Walking a Literary Labyrinth A Spirituality of Reading by Nancy M. Malone has been one of those books that I have stretched out over several weeks and only read a chapter at a time, finally finishing a few days ago, but it seems like a good book to share on the first day of a new reading year.
There was a great deal to reflect on and reshape to fit my own life which it must be said bears little resemblance to that of an Ursuline nun, now living alone, who has struggled to overcome prescription drug addiction, alcoholism, and maintains a life of prayer and devotion alongside. Except we all have books and reading as a common denominator, so surely somewhere along the way Nancy and I would be in step to the same tune?
And yes indeed, there were sudden flashes of real congruence as I understood exactly what Nancy Malone was suggesting with her expressions of just how important reading had been in the grand scheme of things.
The first warning is that inevitably there will be a Christian religious underpinning to this book but that said I coped with it because Nancy Malone writes personally and from the heart with an honesty that belongs only to her, nothing is flaunted as the truth that shall exceed all other truths.This is Nancy Malone's view on how her own life and faith has been both destroyed and rebuilt and how books and reading have been a fairly constant and life-affirming presence in that process.
Nancy likens reading to meditation,
'the words we read fix our attention.
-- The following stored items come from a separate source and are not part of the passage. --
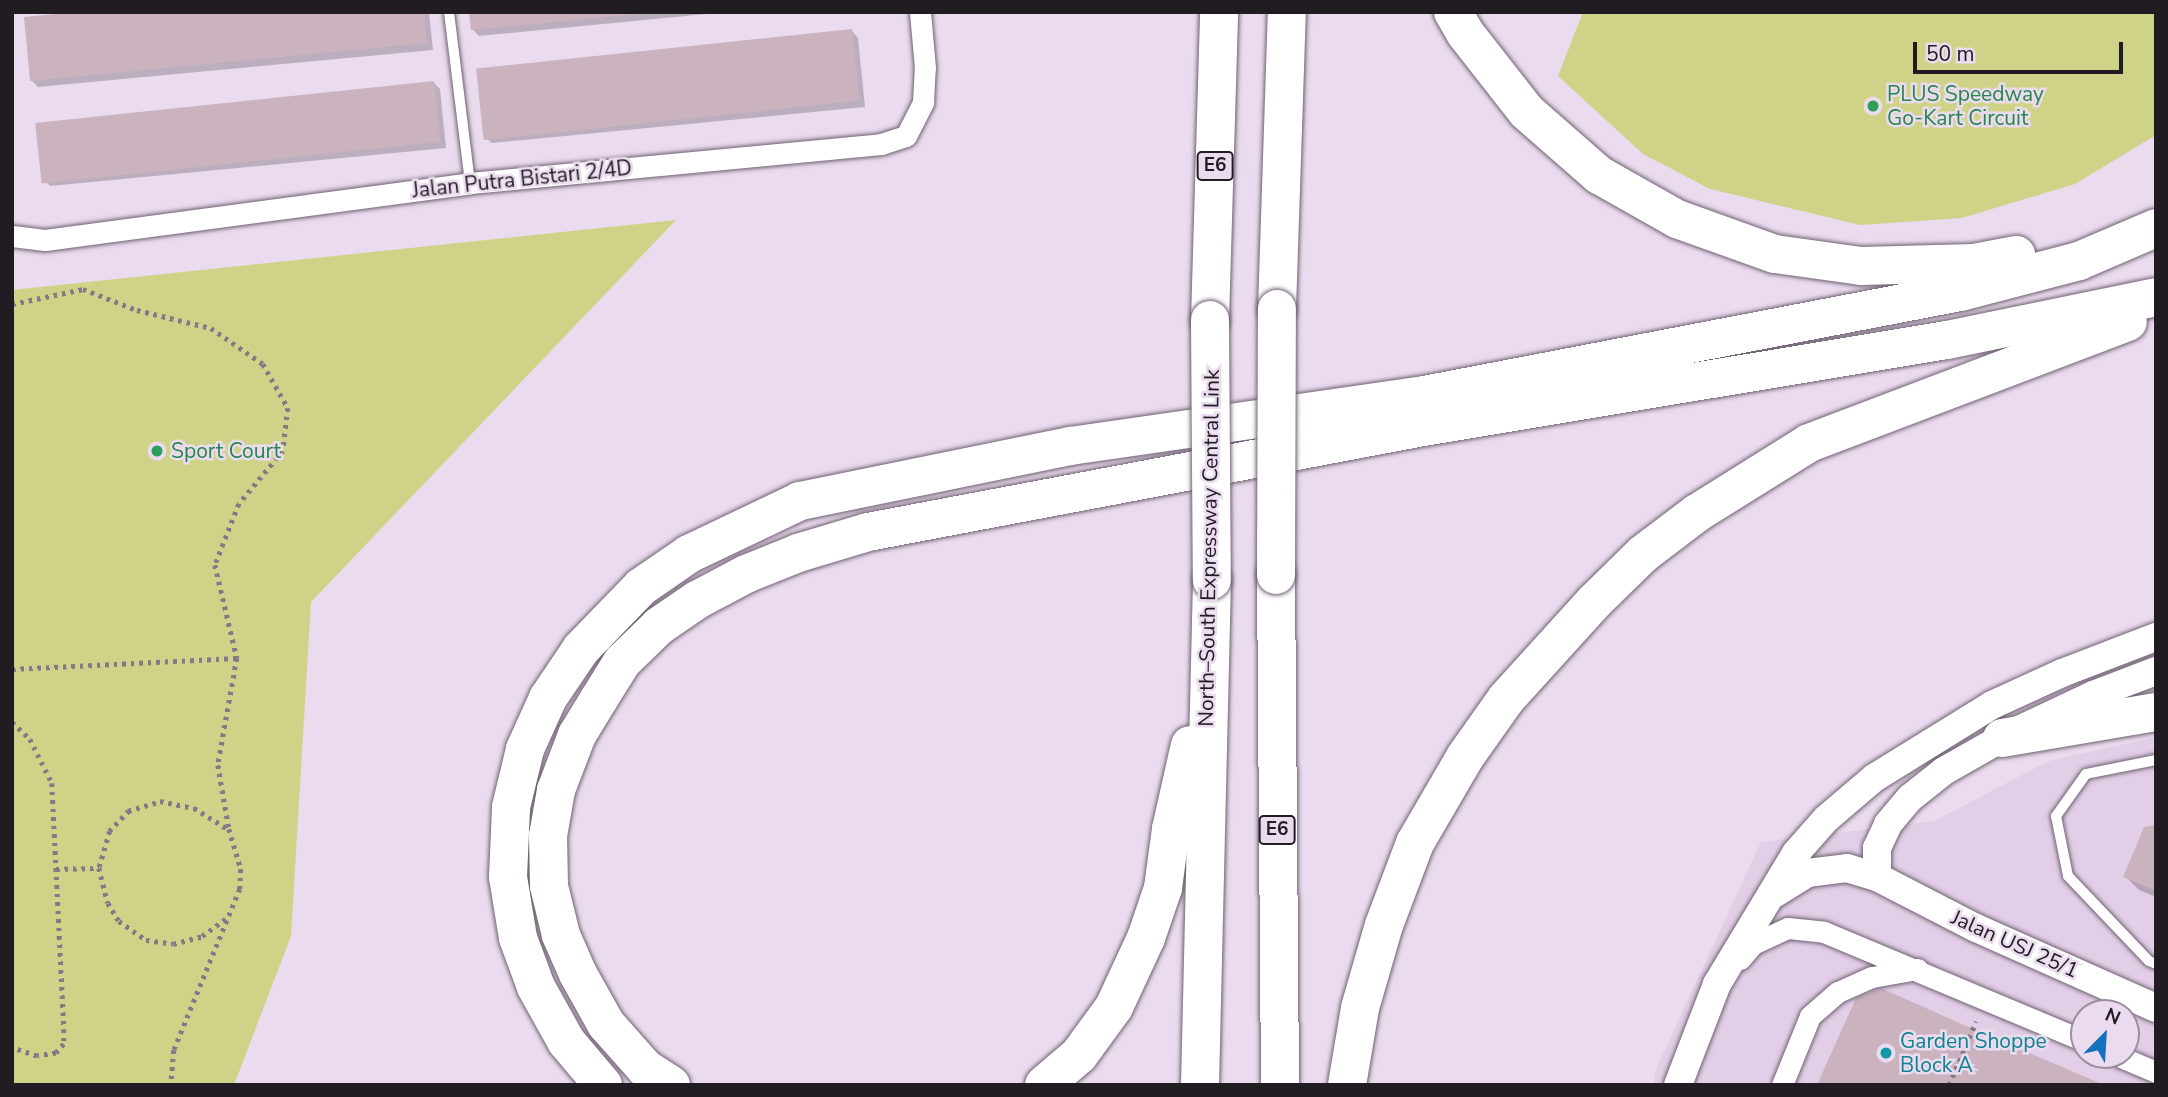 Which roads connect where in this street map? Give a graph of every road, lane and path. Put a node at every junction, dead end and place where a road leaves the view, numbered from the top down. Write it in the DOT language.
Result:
graph roads {
  1 [pos="449,12"];
  2 [pos="920,12"];
  3 [pos="1219,12"];
  4 [pos="1287,12"];
  5 [pos="1453,12"];
  6 [pos="470,183"];
  7 [pos="2141,235"];
  8 [pos="12,236"];
  9 [pos="2156,297"];
  10 [pos="12,304"];
  11 [pos="2156,311"];
  12 [pos="2156,637"];
  13 [pos="237,658"];
  14 [pos="12,669"];
  15 [pos="2156,671"];
  16 [pos="1209,673"];
  17 [pos="2156,712"];
  18 [pos="12,722"];
  19 [pos="2001,738"];
  20 [pos="2156,760"];
  21 [pos="229,829"];
  22 [pos="99,868"];
  23 [pos="56,869"];
  24 [pos="1877,877"];
  25 [pos="1768,898"];
  26 [pos="228,916"];
  27 [pos="2156,964"];
  28 [pos="1917,969"];
  29 [pos="1717,984"];
  30 [pos="1986,998"];
  31 [pos="2156,1008"];
  32 [pos="2070,1035"];
  33 [pos="12,1048"];
  34 [pos="171,1085"];
  35 [pos="603,1085"];
  36 [pos="671,1085"];
  37 [pos="1044,1085"];
  38 [pos="1200,1085"];
  39 [pos="1280,1085"];
  40 [pos="1347,1085"];
  41 [pos="1678,1085"];
  42 [pos="1782,1085"];
  43 [pos="1949,1085"];
  1 -- 6 [label="lane"];
  2 -- 6 [label="street, Jalan Putra Bistari 2/4D"];
  3 -- 16 [label="highway, North–South Expressway Central Link / E6, bridge"];
  4 -- 39 [label="highway, E6, bridge"];
  5 -- 7 [label="highway"];
  6 -- 8 [label="street, Jalan Putra Bistari 2/4D"];
  7 -- 35 [label="highway"];
  9 -- 36 [label="highway"];
  10 -- 13 [label="path"];
  11 -- 40 [label="highway"];
  12 -- 25 [label="street"];
  13 -- 14 [label="path"];
  13 -- 21 [label="path"];
  15 -- 19 [label="street"];
  16 -- 37 [label="highway"];
  16 -- 38 [label="highway, North–South Expressway Central Link / E6"];
  17 -- 19 [label="highway"];
  18 -- 23 [label="path"];
  19 -- 24 [label="street"];
  20 -- 27 [label="lane"];
  21 -- 22 [label="path"];
  21 -- 26 [label="path"];
  22 -- 23 [label="path"];
  22 -- 26 [label="path"];
  23 -- 33 [label="path"];
  24 -- 25 [label="street, Jalan USJ 25/1"];
  24 -- 31 [label="street, Jalan USJ 25/1"];
  25 -- 29 [label="street"];
  26 -- 34 [label="path"];
  28 -- 29 [label="street"];
  28 -- 30 [label="street"];
  28 -- 42 [label="street"];
  29 -- 41 [label="street"];
  30 -- 32 [label="street"];
  30 -- 43 [label="path"];
}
We pause over them and the thoughts they suggest, comparing them in unbroken silence with our own experience.Sometimes, as can happen in contemplative prayer, we're taken completely out of ourselves as we read, and return to ourselves refreshed.'
With little awareness it would seem of the impact on her reading life, which Nancy also likens to the act of eating for her, 'the devouring of the words on the page', entry into a convent back in 1953 meant a very narrow and limited reading diet verging on starvation for someone who had previously read anything available at every opportunity.That there would eventually be sequelae and fall-out was inevitable, though for Nancy many years coming but devastating when it did.
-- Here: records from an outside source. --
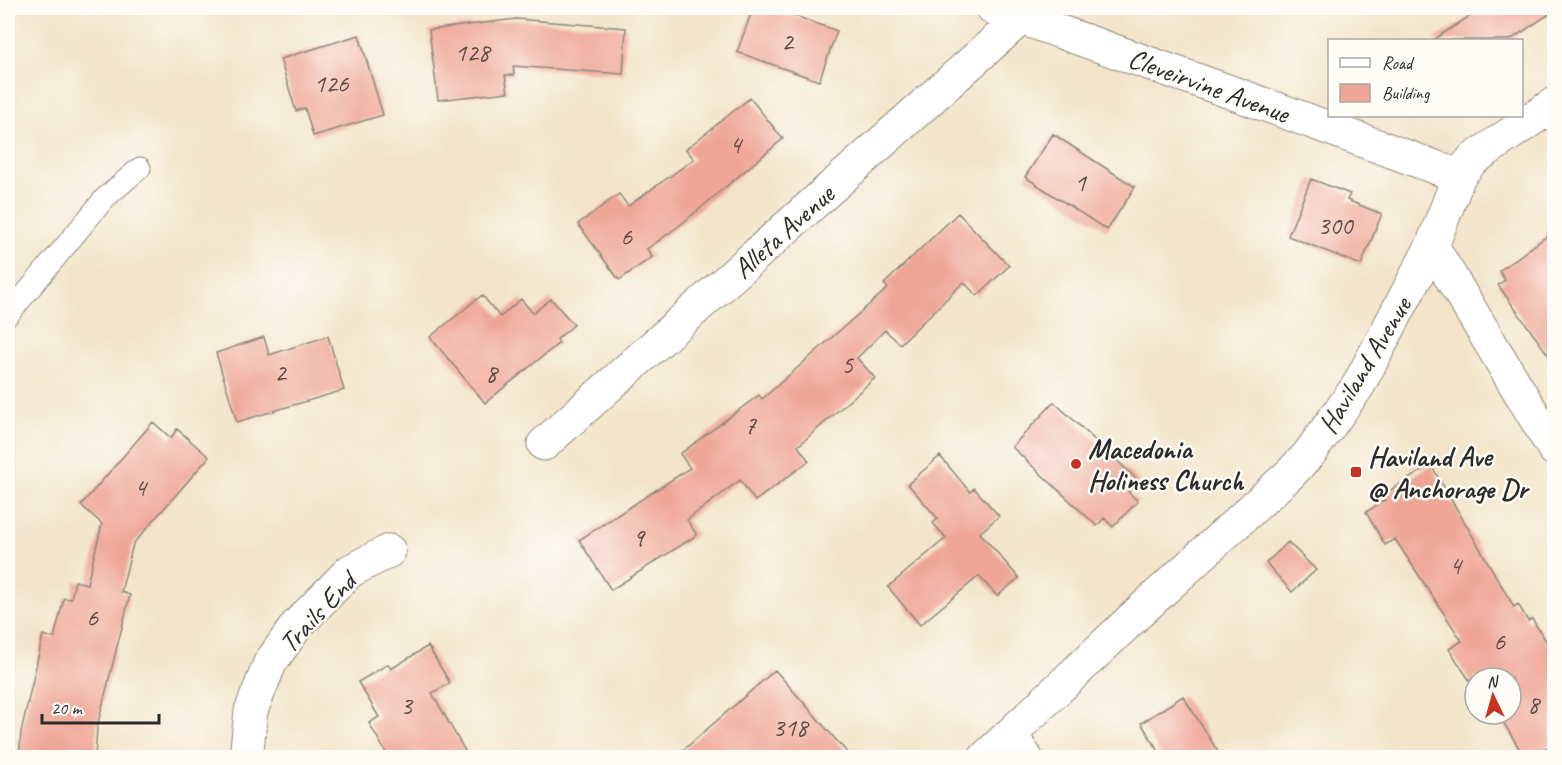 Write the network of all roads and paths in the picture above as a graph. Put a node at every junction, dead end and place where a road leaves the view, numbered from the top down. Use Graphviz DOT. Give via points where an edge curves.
graph roads {
  1 [pos="1007,13"];
  2 [pos="1554,104"];
  3 [pos="140,168"];
  4 [pos="1459,176"];
  5 [pos="1432,246"];
  6 [pos="8,315"];
  7 [pos="544,444"];
  8 [pos="1554,449"];
  9 [pos="389,551"];
  10 [pos="1019,746"];
  11 [pos="246,758"];
  12 [pos="985,758"];
  1 -- 4 [label="street, Cleveirvine Avenue"];
  1 -- 7 [label="street, Alleta Avenue"];
  2 -- 4 [label="street, Haviland Avenue" via="1472,160"];
  3 -- 6 [label="lane" via="105,198"];
  4 -- 5 [label="street, Haviland Avenue"];
  5 -- 8 [label="street"];
  5 -- 10 [label="street, Haviland Avenue" via="1358,386 1309,454 1137,614"];
  9 -- 11 [label="street, Trails End" via="350,571 297,626 270,663 251,711"];
  10 -- 12 [label="street, Haviland Avenue"];
}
Nancy cites countless authors along the way, Virginia Woolf. Nadine Gordimer, George Eliot, Margaret Atwood and many others who have helped shape and form her world view and her thoughts on the people in it and I emerged the other end feeling that I could perhaps now analyse my own literary labyrinth with an increased degree of clarity given such useful visual imagery.
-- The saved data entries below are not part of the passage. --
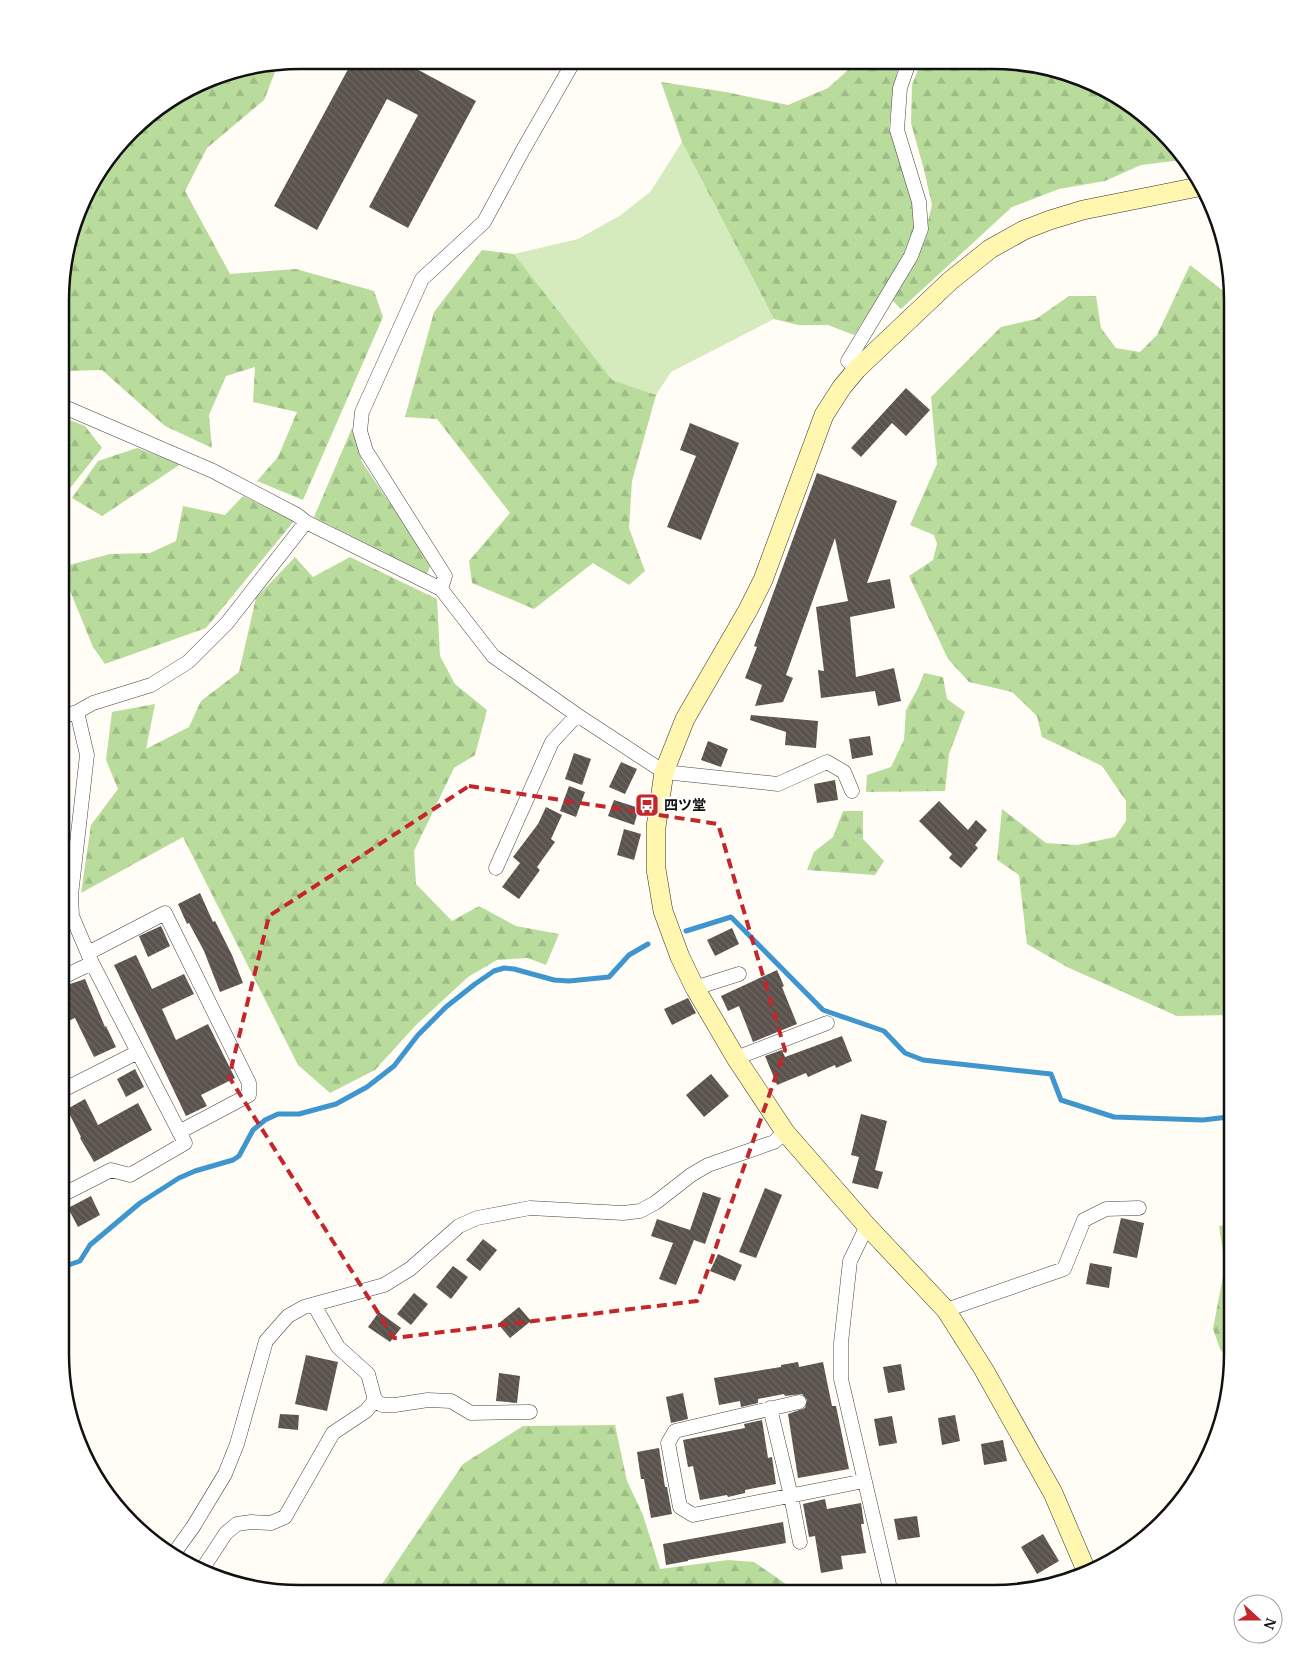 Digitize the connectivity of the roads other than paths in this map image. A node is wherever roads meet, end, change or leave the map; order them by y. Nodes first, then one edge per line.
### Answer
1 (569, 69) edge
2 (906, 69) edge
3 (1195, 188) edge
4 (857, 369) junction
5 (69, 409) edge
6 (306, 522) junction
7 (441, 589) junction
8 (77, 712) junction
9 (69, 714) edge
10 (578, 715) junction
11 (664, 772) junction
12 (852, 791) dead end
13 (496, 868) dead end
14 (90, 958) junction
15 (69, 972) edge
16 (739, 974) dead end
17 (695, 988) junction
18 (827, 1023) dead end
19 (138, 1052) junction
20 (736, 1058) junction
21 (69, 1086) edge
22 (179, 1132) junction
23 (785, 1132) junction
24 (69, 1191) edge
25 (1139, 1208) dead end
26 (867, 1226) junction
27 (314, 1305) junction
28 (946, 1310) junction
29 (375, 1400) junction
30 (799, 1402) dead end
31 (770, 1408) junction
32 (530, 1412) dead end
33 (864, 1481) junction
34 (791, 1496) junction
35 (800, 1542) dead end
36 (177, 1550) edge
37 (205, 1565) edge
38 (1085, 1567) edge
39 (889, 1585) edge

1 - 7 street
2 - 4 street
3 - 4 street
4 - 11 street
5 - 6 street
6 - 7 street
6 - 8 street
7 - 10 street
8 - 9 street
8 - 14 street
10 - 11 street
10 - 13 street
11 - 12 street
11 - 17 street
14 - 15 street
14 - 19 street
14 - 22 street
16 - 17 street
17 - 20 street
18 - 20 street
19 - 21 street
19 - 22 street
20 - 23 street
22 - 24 street
23 - 26 street
23 - 27 street
25 - 28 street
26 - 28 street
26 - 33 street
27 - 29 street
27 - 36 street
28 - 38 street
29 - 32 street
29 - 37 street
30 - 31 street
31 - 34 street
31 - 34 street
33 - 34 street
33 - 39 street
34 - 35 street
Sometimes this reading life can feel like a maze but there is a subtle difference between a maze and a labyrinth which I hadn't really appreciated.The eleven-circuit labyrinth from the floor of Chartres Cathedral which Nancy uses has no dead ends or blind alleys to confuse or fool, the path always leads to your true self at the centre and followed outward, safely back to the rim.But you need the entire grand design to make it all work.
For those of us who love reading with a passion and that's probably just about everyone reading this, that feels like a comforting analogy to hold dear, that no reading is wasted and certainly no time spent reading is mis-spent, it will always lead you somewhere and always add something to the whole.